But first, she had to explain what a yarmulke, tallis and tallis bag were.
“In my briefcase is a blue velvet bag that has a zipper on it,” she said. “I have a Ziploc bag of yarmulkes I would wear and a tallis I would wear.” A yarmulke was a “head covering,” she explained, and a tallis was a “prayer shawl.” The items, she said, “just signified being in the presence of God and being respectful.”
Black, 71, was the second witness to testify on Wednesday, the second day of the capital murder trial of the alleged gunman, Robert Bowers. She was one of a few witnesses who interspersed heart-rending testimony about the trial with, effectively, a crash course on Jewish ritual.
Black recalled how she sat in the second seat in from the aisle, because the aisle seat was where her brother Richard Gottfried sat, and they shared gabbai duties. Then Black explained the role of a “gabbai” — calling congregants to the Torah and helping them read through a passage. She described Pesukei d’Zimra, the morning service’s opening prayers, and spelled out the Hebrew name of the morning service, Shacharit, for the court reporter.
“I had just started to open the bag and I heard a loud bang,” she said. “To me it sounded like somebody had dropped a table on the metal floor.”
She added, “The first two sounds, I didn’t recognize them as gunfire. You don’t go to a synagogue and expect to hear gunfire.”
The focus of the trial is the gunfire — the shooting on Oct. 27, 2018 that killed 11 Jews praying at three congregations: Tree of Life, New Light and Dor Hadash. But for the prosecution, explaining the synagogue — and the practices that take place in it — is also proving to be crucial. The painful collision on that Shabbat morning of the sacred and the profane is key to the prosecution’s case that the defendant merits the death penalty.
Of the 63 federal charges Bowers is facing, 22 are capital crimes: two for each of the 11 fatalities that morning, including Black’s brother, Richard Gottfried.
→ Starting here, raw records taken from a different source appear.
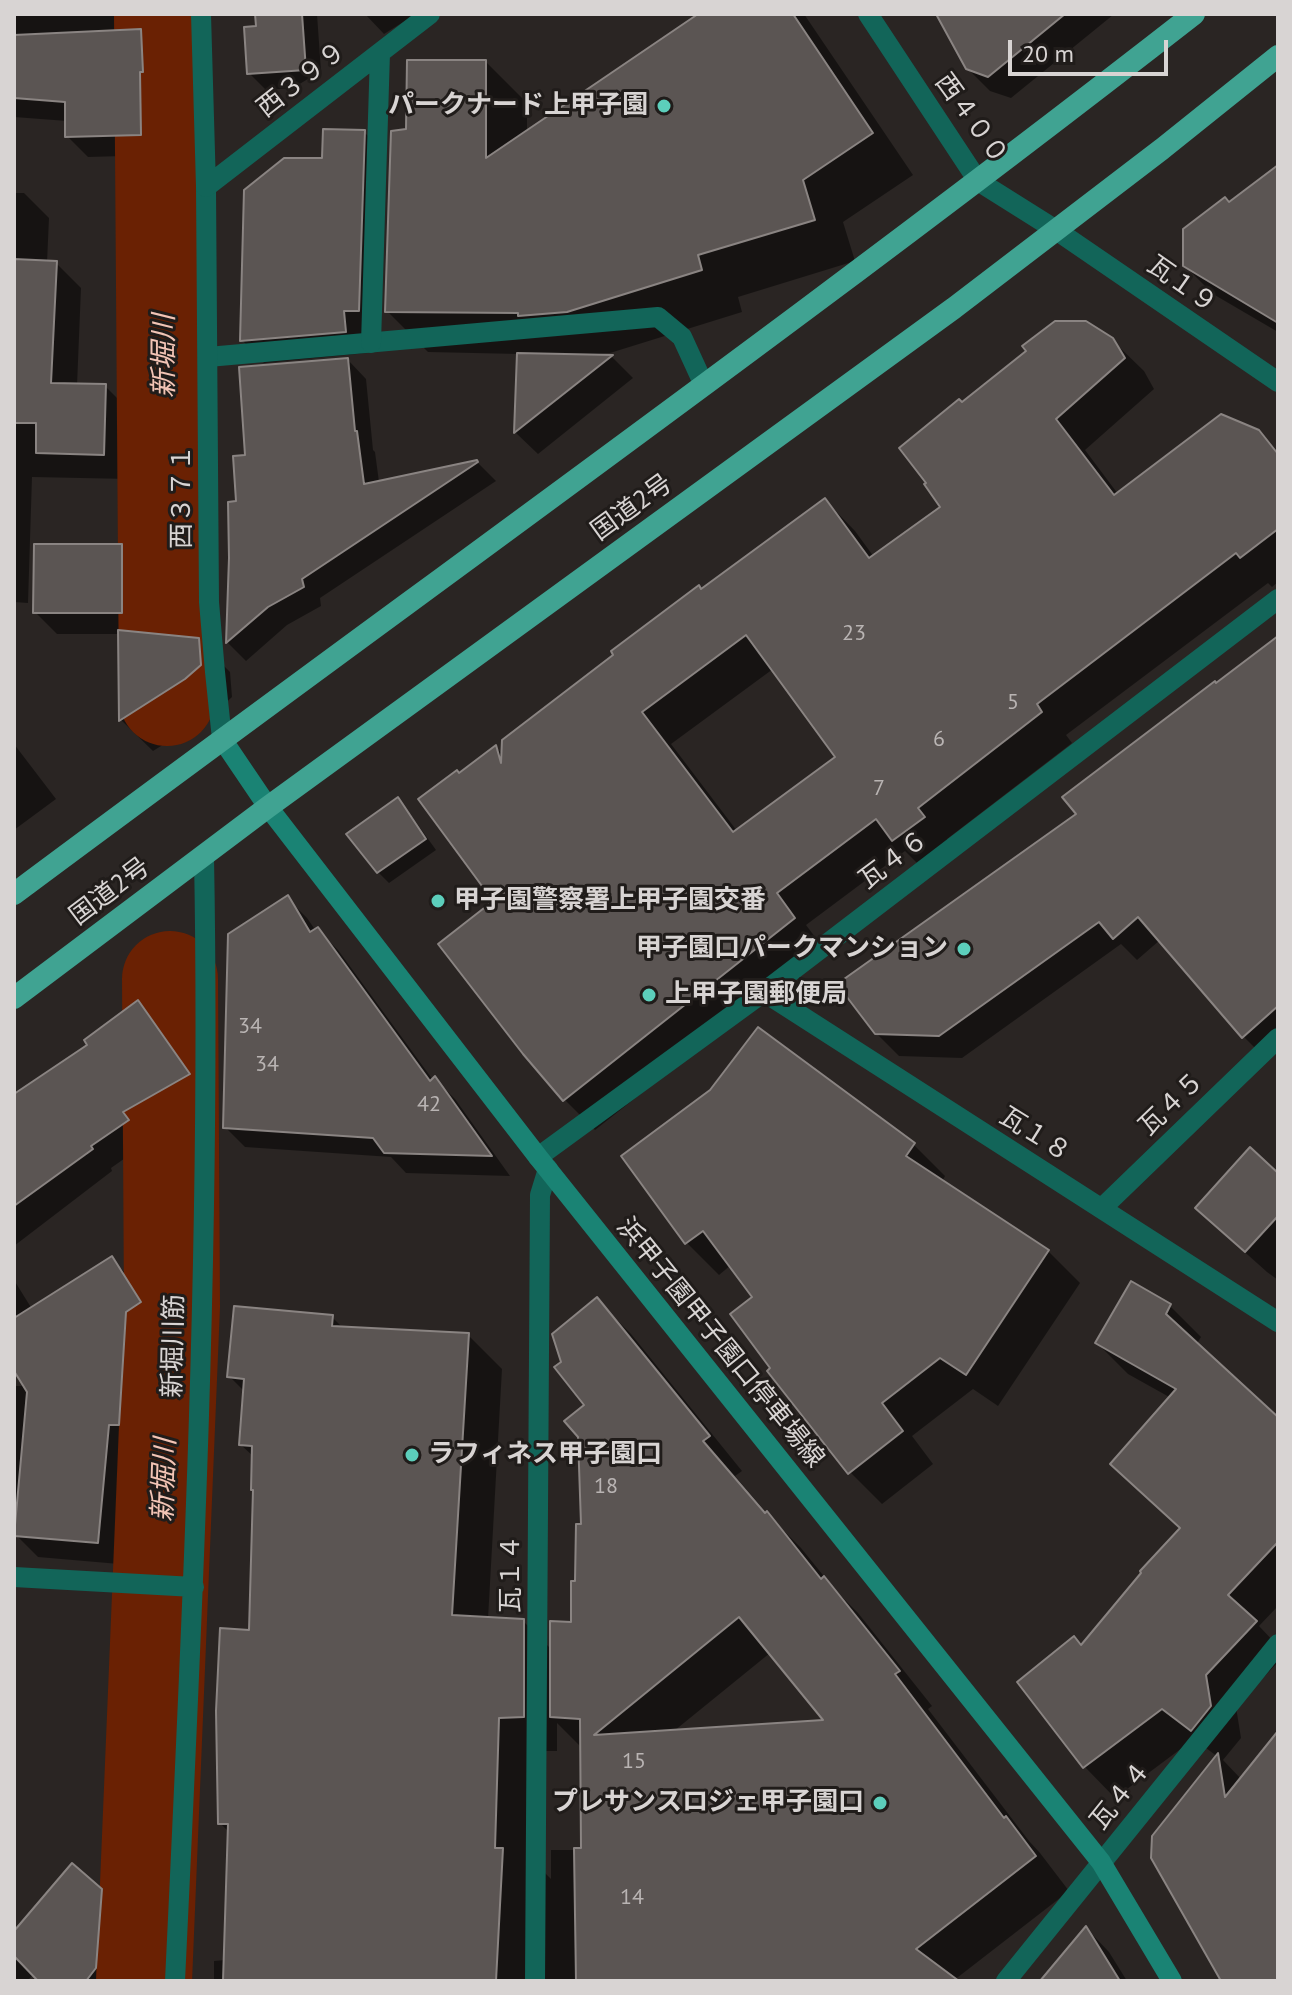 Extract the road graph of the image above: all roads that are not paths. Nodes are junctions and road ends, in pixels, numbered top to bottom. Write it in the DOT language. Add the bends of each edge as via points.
graph roads {
  1 [pos="201,14"];
  2 [pos="430,14"];
  3 [pos="868,14"];
  4 [pos="1194,14"];
  5 [pos="380,53"];
  6 [pos="1278,56"];
  7 [pos="978,181"];
  8 [pos="206,187"];
  9 [pos="1056,230"];
  10 [pos="371,343"];
  11 [pos="208,357"];
  12 [pos="1278,382"];
  13 [pos="704,385"];
  14 [pos="1278,599"];
  15 [pos="222,739"];
  16 [pos="268,807"];
  17 [pos="204,857"];
  18 [pos="14,894"];
  19 [pos="764,992"];
  20 [pos="14,998"];
  21 [pos="1278,1038"];
  22 [pos="543,1163"];
  23 [pos="1102,1208"];
  24 [pos="1278,1322"];
  25 [pos="14,1577"];
  26 [pos="185,1586"];
  27 [pos="1278,1644"];
  28 [pos="1101,1862"];
  29 [pos="175,1981"];
  30 [pos="535,1981"];
  31 [pos="1006,1981"];
  32 [pos="1172,1981"];
  1 -- 8 [label="street, 西３７１"];
  2 -- 5 [label="street, 西３９９"];
  3 -- 7 [label="street, 西４００"];
  4 -- 7 [label="highway"];
  5 -- 8 [label="street, 西３９９"];
  5 -- 10 [label="street"];
  6 -- 9 [label="highway, 国道2号"];
  7 -- 9 [label="street, 西４００"];
  7 -- 13 [label="highway"];
  8 -- 11 [label="street, 西３７１"];
  9 -- 12 [label="street, 瓦１９"];
  9 -- 16 [label="highway, 国道2号"];
  10 -- 11 [label="street"];
  10 -- 13 [label="street" via="658,317 682,337"];
  11 -- 15 [label="street, 西３７１" via="209,602"];
  13 -- 15 [label="highway"];
  14 -- 19 [label="street, 瓦４６"];
  15 -- 16 [label="main road, 浜甲子園甲子園口停車場線"];
  15 -- 18 [label="highway"];
  16 -- 17 [label="highway, 国道2号"];
  16 -- 22 [label="main road, 浜甲子園甲子園口停車場線"];
  17 -- 20 [label="highway, 国道2号"];
  17 -- 26 [label="street, 新堀川筋" via="205,1128"];
  19 -- 22 [label="street, 瓦４６"];
  19 -- 23 [label="street, 瓦１８"];
  21 -- 23 [label="street, 瓦４５"];
  22 -- 28 [label="main road, 浜甲子園甲子園口停車場線"];
  22 -- 30 [label="street, 瓦１４"];
  23 -- 24 [label="street, 瓦１８"];
  25 -- 26 [label="street"];
  26 -- 29 [label="street, 新堀川筋"];
  27 -- 28 [label="street, 瓦４４"];
  28 -- 31 [label="street, 瓦４４"];
  28 -- 32 [label="main road, 浜甲子園甲子園口停車場線"];
}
One is “obstruction of free exercise of religious beliefs resulting in death” and the other is murder, enhanced with a hate crime charge. So prosecutors, seeking to show that the shooting was motivated by antisemitism, are probing witnesses about their Judaism and how they express it.
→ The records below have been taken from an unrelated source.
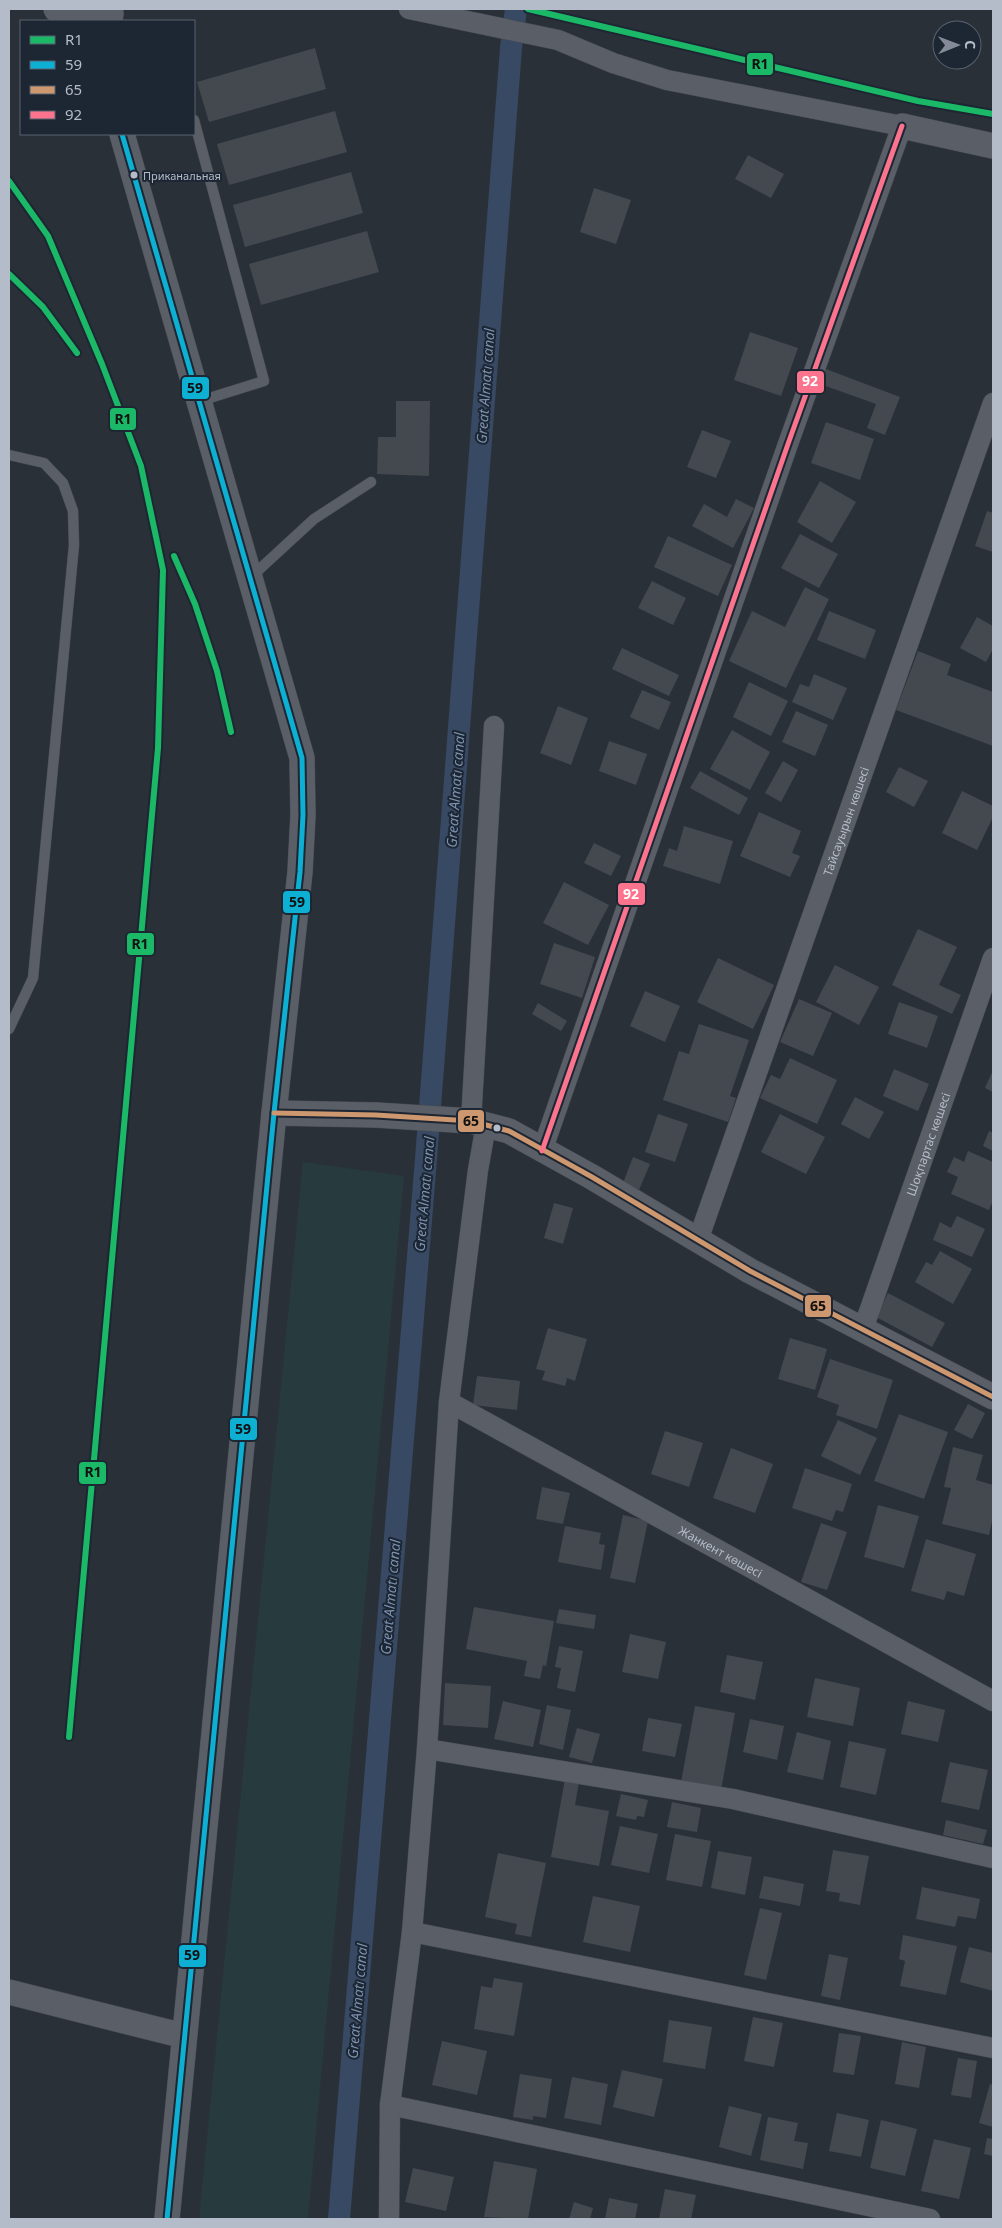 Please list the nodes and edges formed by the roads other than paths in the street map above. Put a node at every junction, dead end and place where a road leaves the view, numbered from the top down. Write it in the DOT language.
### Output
graph roads {
  1 [pos="56,9"];
  2 [pos="409,9"];
  3 [pos="112,13"];
  4 [pos="195,124"];
  5 [pos="902,126"];
  6 [pos="122,135"];
  7 [pos="993,146"];
  8 [pos="200,401"];
  9 [pos="993,403"];
  10 [pos="9,455"];
  11 [pos="371,482"];
  12 [pos="248,579"];
  13 [pos="494,726"];
  14 [pos="993,958"];
  15 [pos="9,1028"];
  16 [pos="274,1113"];
  17 [pos="479,1123"];
  18 [pos="542,1151"];
  19 [pos="698,1240"];
  20 [pos="863,1329"];
  21 [pos="993,1397"];
  22 [pos="449,1402"];
  23 [pos="993,1701"];
  24 [pos="427,1749"];
  25 [pos="993,1858"];
  26 [pos="412,1932"];
  27 [pos="9,1992"];
  28 [pos="184,2036"];
  29 [pos="993,2048"];
  30 [pos="390,2105"];
  31 [pos="166,2219"];
  32 [pos="390,2219"];
  33 [pos="930,2219"];
  1 -- 3 [label="street"];
  2 -- 5 [label="street"];
  4 -- 8 [label="lane"];
  5 -- 7 [label="street"];
  5 -- 18 [label="street"];
  6 -- 8 [label="street"];
  8 -- 12 [label="street"];
  9 -- 19 [label="street, Тайсауырын көшесі"];
  10 -- 15 [label="lane"];
  11 -- 12 [label="lane"];
  12 -- 16 [label="street"];
  13 -- 17 [label="street"];
  14 -- 20 [label="street, Шоқпартас көшесі"];
  16 -- 17 [label="street"];
  16 -- 28 [label="street"];
  17 -- 18 [label="street"];
  17 -- 22 [label="street"];
  18 -- 19 [label="street"];
  19 -- 20 [label="street"];
  20 -- 21 [label="street"];
  22 -- 23 [label="street, Жанкент көшесі"];
  22 -- 24 [label="street"];
  24 -- 25 [label="street"];
  24 -- 26 [label="street"];
  26 -- 29 [label="street"];
  26 -- 30 [label="street"];
  27 -- 28 [label="street"];
  28 -- 31 [label="street"];
  30 -- 32 [label="street"];
  30 -- 33 [label="street"];
}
“As they did every Saturday, men and women of the Jewish faith made their way to the synagogue, to observe Shabbat,” Assistant U.S. Attorney Soo Song said in her opening statement on Tuesday. “To pray to God in the sanctity and refuge of their shared Jewish faith.”
Conversely, defense lawyer Judy Clarke is out to prove that her client targeted the congregants not because of their religion per se but because of a delusion that they were facilitating an immigration invasion to replace whites. Both she and prosecutors have said in court that he committed the attack.
Clarke occasionally objected when the testimony veered into how American Jews worship, or into explaining what animates Jewish practice. None of her objections to explaining Judaism were sustained — including one where she had tried to preempt the director of one of the congregations’ religious schools from explaining its educational precepts.
Describing the curriculum, Wendy Kobee, the director of the religious school of Dor Hadash, a Reconstructionist congregation, said, “Religious prayers, religious practices, cultural values.”
“Among the cultural values taught at the school was the concept of welcoming the stranger?” prosecutor Mary Hahn asked.
“Yes, that would have been incorporated into the curriculum in an age-appropriate way,” Kobee said.
Both the defense and prosecution acknowledge that the defendant, a white supremacist, targeted the building because Dor Hadash had partnered with HIAS, the Jewish refugee aid group, to celebrate what the group called National Refugee Shabbat.
The trial is shaping up as a seminar on American Jewish tradition. Witnesses have provided the judge, jury and spectators with an impromptu glossary of Jewish terms, and an introduction to parts of modern Jewish thought. Dan Leger, a member of Dor Hadash who was injured in the attack, outlined the teachings of the Reconstructionist movement’s founder, Rabbi Mordecai Kaplan.
Kaplan’s “approach is one of looking at the Bible, the Torah specifically as something that guides our life in ways that give value in social interaction,” Leger said. “One of the ways it is most highly demonstrated is welcoming those into the community who need assistance, who need support whether or not they are Jewish, welcoming immigrants into the country.”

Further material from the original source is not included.